What you will do: What follows is a listing; give it again exactly, in its entirety.

• • • • • • •

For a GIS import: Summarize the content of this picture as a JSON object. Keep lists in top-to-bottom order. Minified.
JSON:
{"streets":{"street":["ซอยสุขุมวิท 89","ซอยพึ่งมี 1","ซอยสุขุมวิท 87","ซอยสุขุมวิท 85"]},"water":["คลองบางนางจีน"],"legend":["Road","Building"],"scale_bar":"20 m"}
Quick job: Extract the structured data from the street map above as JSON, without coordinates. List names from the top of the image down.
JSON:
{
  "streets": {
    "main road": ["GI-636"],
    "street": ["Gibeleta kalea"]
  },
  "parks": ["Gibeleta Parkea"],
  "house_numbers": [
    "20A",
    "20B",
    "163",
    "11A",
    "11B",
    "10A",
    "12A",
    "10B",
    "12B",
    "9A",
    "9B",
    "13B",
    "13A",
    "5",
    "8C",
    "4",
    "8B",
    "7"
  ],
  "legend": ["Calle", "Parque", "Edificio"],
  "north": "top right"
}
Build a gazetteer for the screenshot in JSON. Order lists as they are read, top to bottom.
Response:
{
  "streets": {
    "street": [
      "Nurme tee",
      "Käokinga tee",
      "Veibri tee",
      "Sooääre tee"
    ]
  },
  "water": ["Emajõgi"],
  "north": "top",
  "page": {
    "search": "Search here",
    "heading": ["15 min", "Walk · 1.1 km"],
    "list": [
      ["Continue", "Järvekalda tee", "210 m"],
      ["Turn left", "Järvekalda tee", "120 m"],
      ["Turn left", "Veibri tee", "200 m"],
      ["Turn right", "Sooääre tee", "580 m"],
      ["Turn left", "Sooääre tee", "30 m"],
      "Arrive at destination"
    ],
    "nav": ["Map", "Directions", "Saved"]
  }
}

• • • • • • •

Exercise answer:
For a GIS import: Summarize the content of this picture as a JSON object. Keep lists in top-to-bottom order. Minified.
JSON:
{"streets":{"street":["ซอยสุขุมวิท 89","ซอยพึ่งมี 1","ซอยสุขุมวิท 87","ซอยสุขุมวิท 85"]},"water":["คลองบางนางจีน"],"legend":["Road","Building"],"scale_bar":"20 m"}
Quick job: Extract the structured data from the street map above as JSON, without coordinates. List names from the top of the image down.
JSON:
{
  "streets": {
    "main road": ["GI-636"],
    "street": ["Gibeleta kalea"]
  },
  "parks": ["Gibeleta Parkea"],
  "house_numbers": [
    "20A",
    "20B",
    "163",
    "11A",
    "11B",
    "10A",
    "12A",
    "10B",
    "12B",
    "9A",
    "9B",
    "13B",
    "13A",
    "5",
    "8C",
    "4",
    "8B",
    "7"
  ],
  "legend": ["Calle", "Parque", "Edificio"],
  "north": "top right"
}
Build a gazetteer for the screenshot in JSON. Order lists as they are read, top to bottom.
Response:
{
  "streets": {
    "street": [
      "Nurme tee",
      "Käokinga tee",
      "Veibri tee",
      "Sooääre tee"
    ]
  },
  "water": ["Emajõgi"],
  "north": "top",
  "page": {
    "search": "Search here",
    "heading": ["15 min", "Walk · 1.1 km"],
    "list": [
      ["Continue", "Järvekalda tee", "210 m"],
      ["Turn left", "Järvekalda tee", "120 m"],
      ["Turn left", "Veibri tee", "200 m"],
      ["Turn right", "Sooääre tee", "580 m"],
      ["Turn left", "Sooääre tee", "30 m"],
      "Arrive at destination"
    ],
    "nav": ["Map", "Directions", "Saved"]
  }
}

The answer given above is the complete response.